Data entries

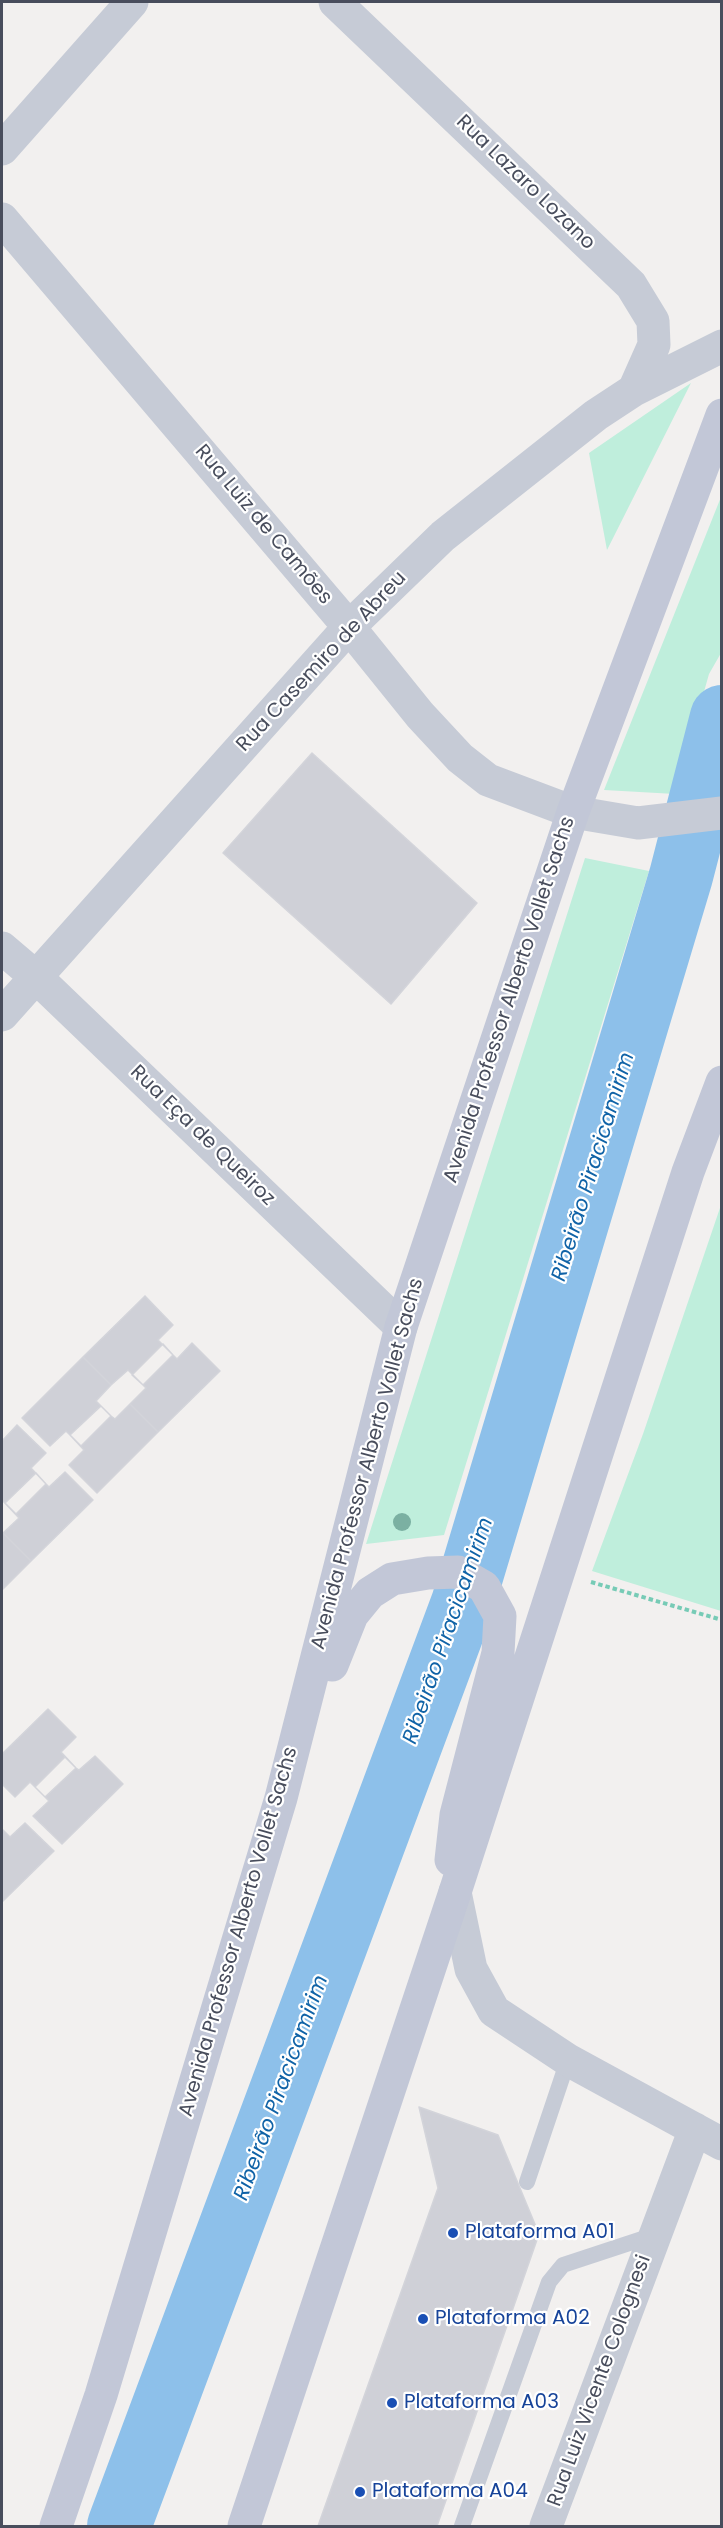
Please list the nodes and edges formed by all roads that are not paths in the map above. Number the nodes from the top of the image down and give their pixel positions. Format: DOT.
graph roads {
  1 [pos="132,2"];
  2 [pos="338,2"];
  3 [pos="2,148"];
  4 [pos="2,219"];
  5 [pos="722,346"];
  6 [pos="634,390"];
  7 [pos="722,415"];
  8 [pos="349,627"];
  9 [pos="573,812"];
  10 [pos="722,813"];
  11 [pos="2,948"];
  12 [pos="36,977"];
  13 [pos="2,1015"];
  14 [pos="722,1082"];
  15 [pos="401,1327"];
  16 [pos="281,1798"];
  17 [pos="455,1892"];
  18 [pos="568,2060"];
  19 [pos="708,2137"];
  20 [pos="526,2182"];
  21 [pos="654,2235"];
  22 [pos="56,2526"];
  23 [pos="244,2526"];
  24 [pos="462,2526"];
  25 [pos="546,2526"];
  1 -- 3 [label="street"];
  2 -- 6 [label="street, Rua Lazaro Lozano"];
  4 -- 8 [label="street, Rua Luiz de Camões"];
  5 -- 6 [label="street, Rua Casemiro de Abreu"];
  6 -- 8 [label="street, Rua Casemiro de Abreu"];
  7 -- 9 [label="main road, Avenida Professor Alberto Vollet Sachs"];
  8 -- 9 [label="street, Rua Luiz de Camões"];
  8 -- 12 [label="street, Rua Casemiro de Abreu"];
  9 -- 10 [label="street, Rua Luiz de Camões"];
  9 -- 15 [label="main road, Avenida Professor Alberto Vollet Sachs"];
  11 -- 12 [label="street, Rua Eça de Queiroz"];
  12 -- 13 [label="street, Rua Casemiro de Abreu"];
  12 -- 15 [label="street, Rua Eça de Queiroz"];
  14 -- 17 [label="main road"];
  15 -- 16 [label="main road, Avenida Professor Alberto Vollet Sachs"];
  16 -- 17 [label="main road"];
  16 -- 22 [label="main road, Avenida Professor Alberto Vollet Sachs"];
  17 -- 18 [label="street"];
  17 -- 23 [label="main road"];
  18 -- 19 [label="street"];
  18 -- 20 [label="lane"];
  19 -- 21 [label="street, Rua Luiz Vicente Colognesi"];
  21 -- 24 [label="lane"];
  21 -- 25 [label="street, Rua Luiz Vicente Colognesi"];
}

What is needed:
Which of the lines above include the word "Vicente"? List those lines.

Problem solution:
  19 -- 21 [label="street, Rua Luiz Vicente Colognesi"];
  21 -- 25 [label="street, Rua Luiz Vicente Colognesi"];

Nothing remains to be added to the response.